2,000 gone from Greek camp

So far, migrant evacuation at border running smoothly

Greek police secure the passage of a bus carrying migrants evacuated from a makeshift camp in Idomeni, Greece, on Tuesday.
Greek police secure the passage of a bus carrying migrants evacuated from a makeshift camp in Idomeni, Greece, on Tuesday.

IDOMENI, Greece -- Greek authorities on Tuesday began the evacuation of a refugee camp on the Greek-Macedonian border, persuading about 2,000 people to leave the Idomeni site for other organized facilities in northern Greece.

photo

AP/ANA-MPA

Greek police approach migrants’ tents Tuesday at a camp at Idomeni on the Greek-Macedonian border as the migrants are moved into facilities in northern Greece. Authorities said force will not be used and they expect to get everyone moved in a week to 10 days. The camp has been home to thousands of people trying to get to wealthier European nations.
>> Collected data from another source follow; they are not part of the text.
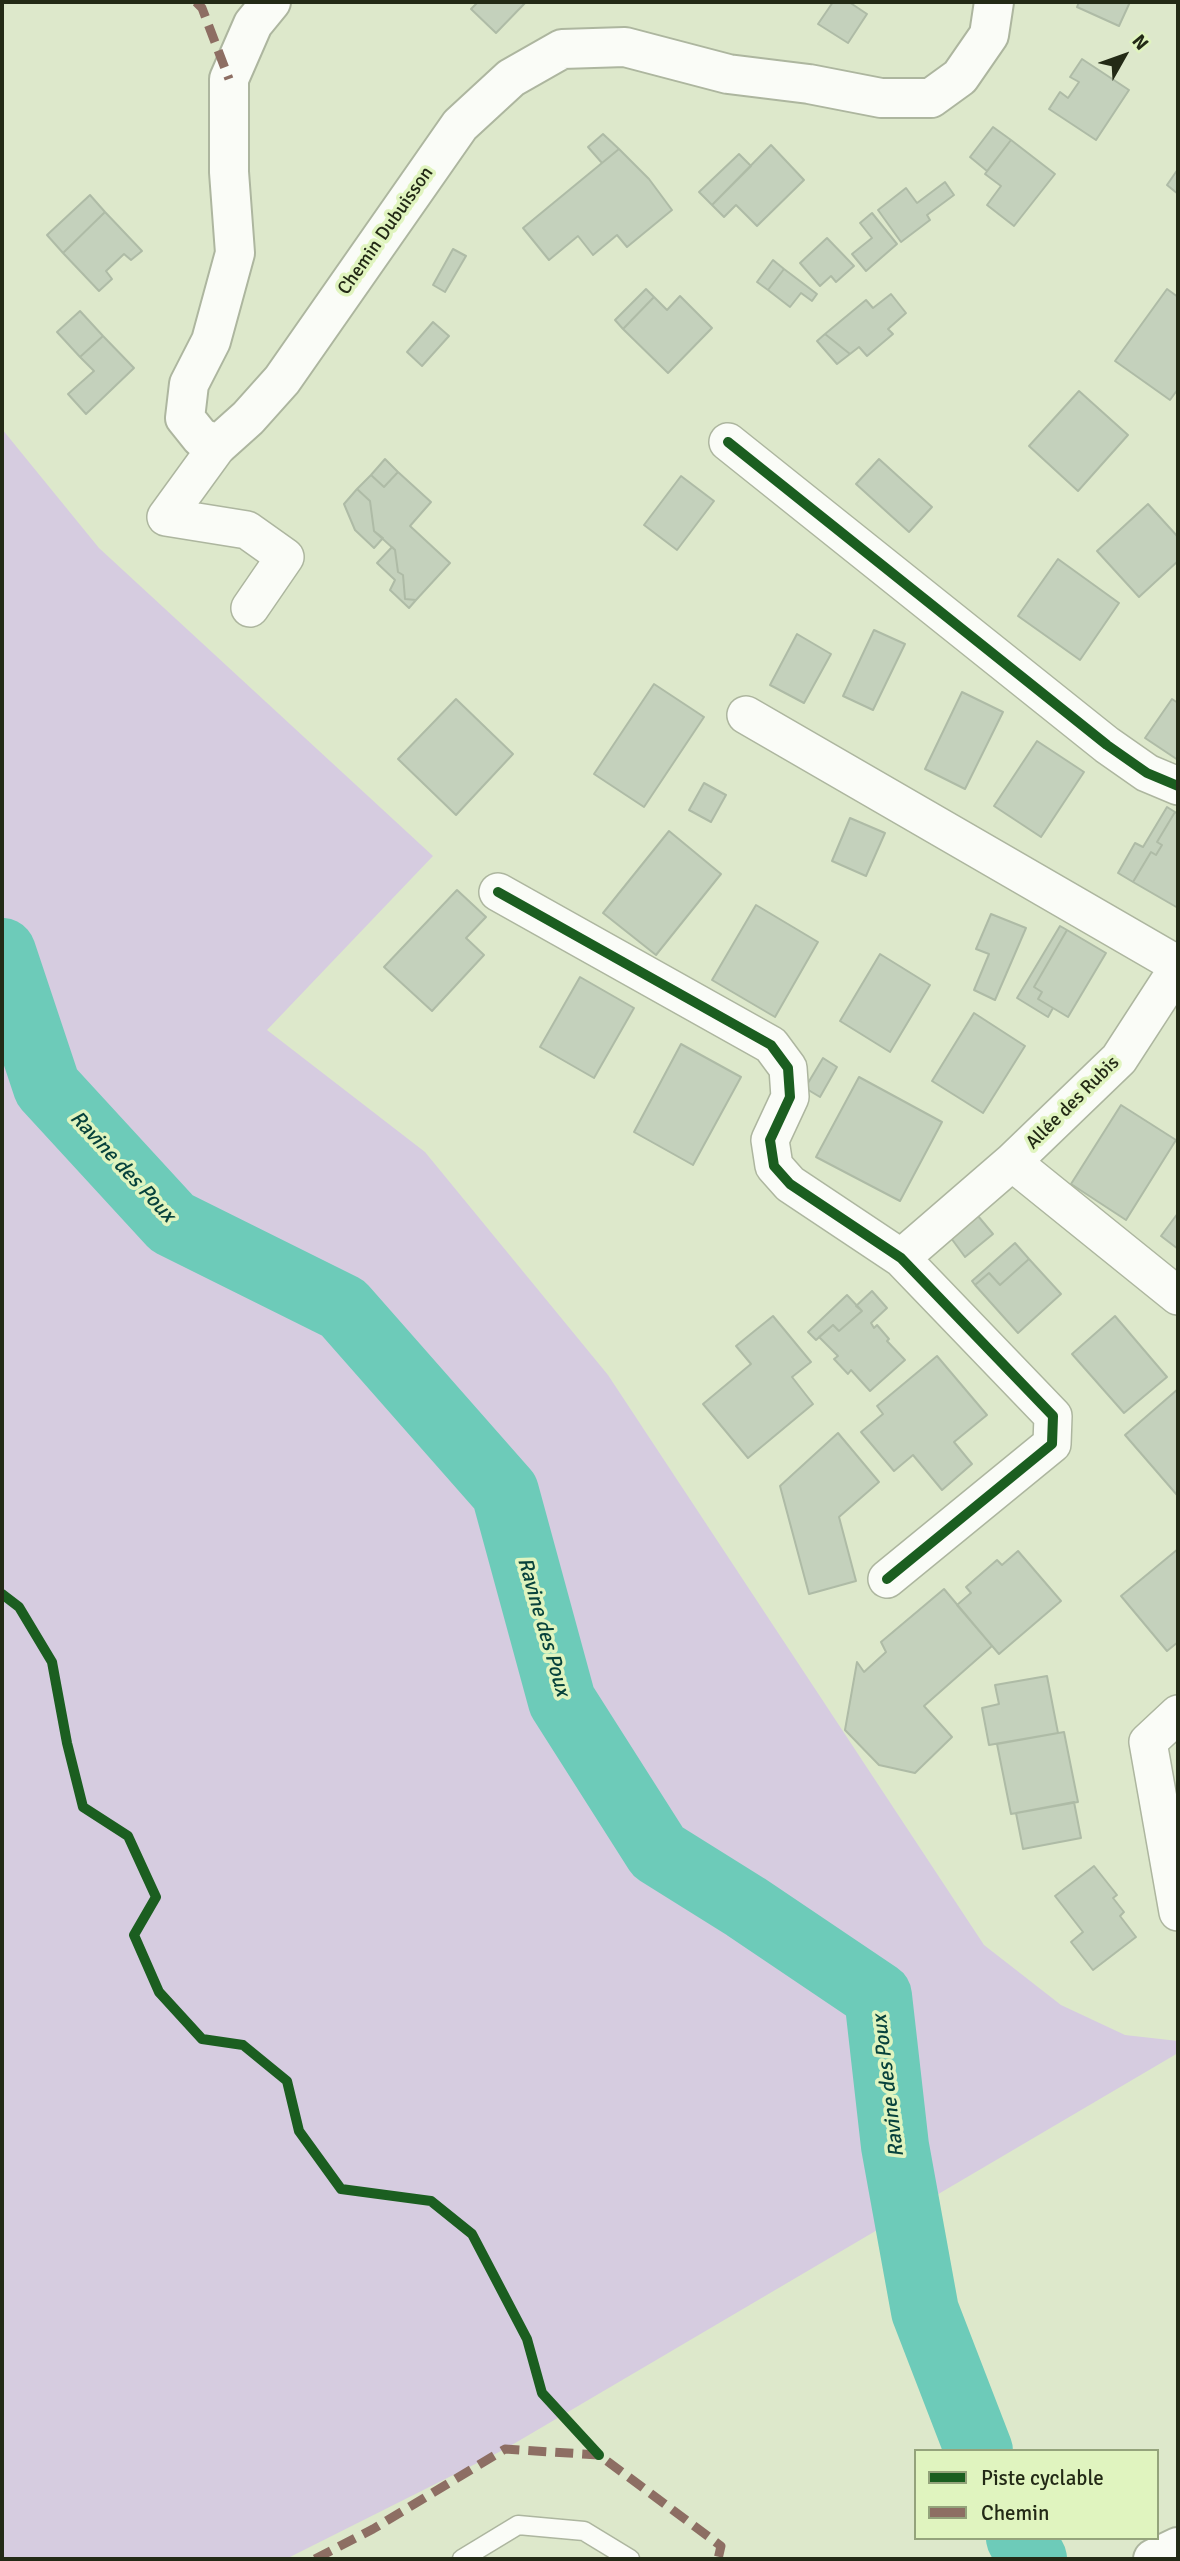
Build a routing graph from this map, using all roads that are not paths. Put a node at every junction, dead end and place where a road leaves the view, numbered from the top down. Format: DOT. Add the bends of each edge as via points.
graph roads {
  1 [pos="271,2"];
  2 [pos="994,2"];
  3 [pos="728,442"];
  4 [pos="219,444"];
  5 [pos="250,608"];
  6 [pos="746,715"];
  7 [pos="1178,786"];
  8 [pos="498,892"];
  9 [pos="1178,966"];
  10 [pos="1012,1162"];
  11 [pos="901,1258"];
  12 [pos="1178,1296"];
  13 [pos="887,1579"];
  14 [pos="1178,1714"];
  15 [pos="1178,1912"];
  16 [pos="1178,2547"];
  17 [pos="462,2559"];
  18 [pos="630,2559"];
  19 [pos="1153,2559"];
  1 -- 4 [label="main road" via="253,24 229,79 235,253 211,341 190,384 187,406 186,418 201,438"];
  2 -- 4 [label="main road, Chemin Dubuisson" via="989,36 960,77 930,98 881,98 728,74 625,47 562,49 511,78 460,125 282,380"];
  3 -- 7 [label="street" via="1107,745 1147,773"];
  4 -- 5 [label="street" via="166,517 247,530 285,557"];
  6 -- 9 [label="street"];
  8 -- 11 [label="street" via="771,1045 788,1068 790,1097 770,1140 774,1166 790,1184"];
  9 -- 10 [label="street, Allée des Rubis" via="1119,1059"];
  10 -- 11 [label="street"];
  10 -- 12 [label="street, Allée des Rubis"];
  11 -- 13 [label="street" via="1053,1416 1052,1444"];
  14 -- 15 [label="street" via="1148,1742"];
  16 -- 19 [label="main road"];
  17 -- 18 [label="lane" via="518,2525 584,2531"];
}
An estimated 700 police were participating in the operation. There were no reports of violence or protests.

Greece's government has pledged that no force will be used, and said the operation is expected to last between a week and 10 days. Journalists were blocked from entering the camp.

The refugees and other migrants were placed on buses and taken to newly built shelters set up by the army and area authorities as the government promised to clear the site of the remaining 6,000 people over the coming week.

Vicky Markolefa, a representative of the Doctors Without Borders charity, said the operation was proceeding "very smoothly" and without incident. "We hope it will continue like that," she said.

The camp, which sprang up at an informal pedestrian border crossing for refugees and migrants heading north to wealthier European nations, was home to an estimated 8,400 people -- including hundreds of children -- mostly from Syria, Afghanistan and Iraq.

At its peak, when Macedonia shut its border in March, the camp housed more than 14,000, but numbers have declined as people began accepting authorities' offers of alternative places to stay.

In Geneva, the spokesman for the United Nations' refugee agency, Adrian Edwards, said the evacuation appeared to be taking place "calmly," and the agency was sending more staff members to Idomeni.

"As long as the movement of people from Idomeni is ... voluntary in nature [and] that we're not seeing use of force, then we don't have particular concerns about that," he said.

"It often does help to move people into more organized sites, when they're willing to move to those places," he added.

In Idomeni, most have been living in small camping tents pitched in fields and along railroad tracks, while aid agencies have set up large marquee-style tents to help house people. Greek authorities have sent in cleaning crews regularly and have provided portable toilets, but conditions have been precarious at best, with heavy rain creating muddy ponds.

Recently the camp had begun taking on an image of semipermanence, with refugees setting up small makeshift shops selling everything from cooking utensils to falafel and bread.

More than 54,000 people have been trapped in financially struggling Greece since countries farther north shut their land borders to the flow of people escaping war and poverty at home. Nearly 1 million people have passed through Greece, the vast majority arriving on islands from the nearby Turkish coast.

In March, the European Union reached an agreement with Turkey meant to stem the flow and reduce the number of people undertaking the perilous sea crossing to Greece, where many have died when their overcrowded, unseaworthy boats sank. Under the deal, people arriving clandestinely on Greek islands from the Turkish coast after March 18 face deportation to Turkey unless they gain asylum in Greece.

But few want to request asylum in the country, which has been struggling with a six-year financial crisis that has left unemployment hovering around 24 percent.

Greek authorities also are eager to reopen a railway line -- the country's main freight line to the Balkans -- that runs through the camp and has been blocked by protesting camp residents since March 20.

Anastassios Saxpelidis, a spokesman for Greek transport companies, said Tuesday that the 66-day closure has cost transporters about $6.7 million.

Giorgos Kyritsis, a government spokesman on immigration, said the line should open "in coming days."

The government has been trying for months to persuade people to leave Idomeni and go to organized camps. It said this week that its campaign of voluntary evacuations was already working, with police reporting Sunday that eight buses carrying about 400 people had left Idomeni. Others took taxis heading to Thessaloniki or the nearby town of Polycastro.

On the eve of the evacuation operation, few at the camp appeared to welcome the news.

"It's not good ... because we've already been here for three months and we'll have to spend at least another six in the camps before relocation," Hind Al Mkawi, 38, a refugee from Damascus, said Monday evening.

Abdo Rajab, 22, from Raqqa in Syria, has spent the past three months in Idomeni, and is considering paying smugglers to be sneaked into Germany.

"We hear that tomorrow we will all go to camps," he said. "I don't mind, but my aim is not reach the camps but to go Germany."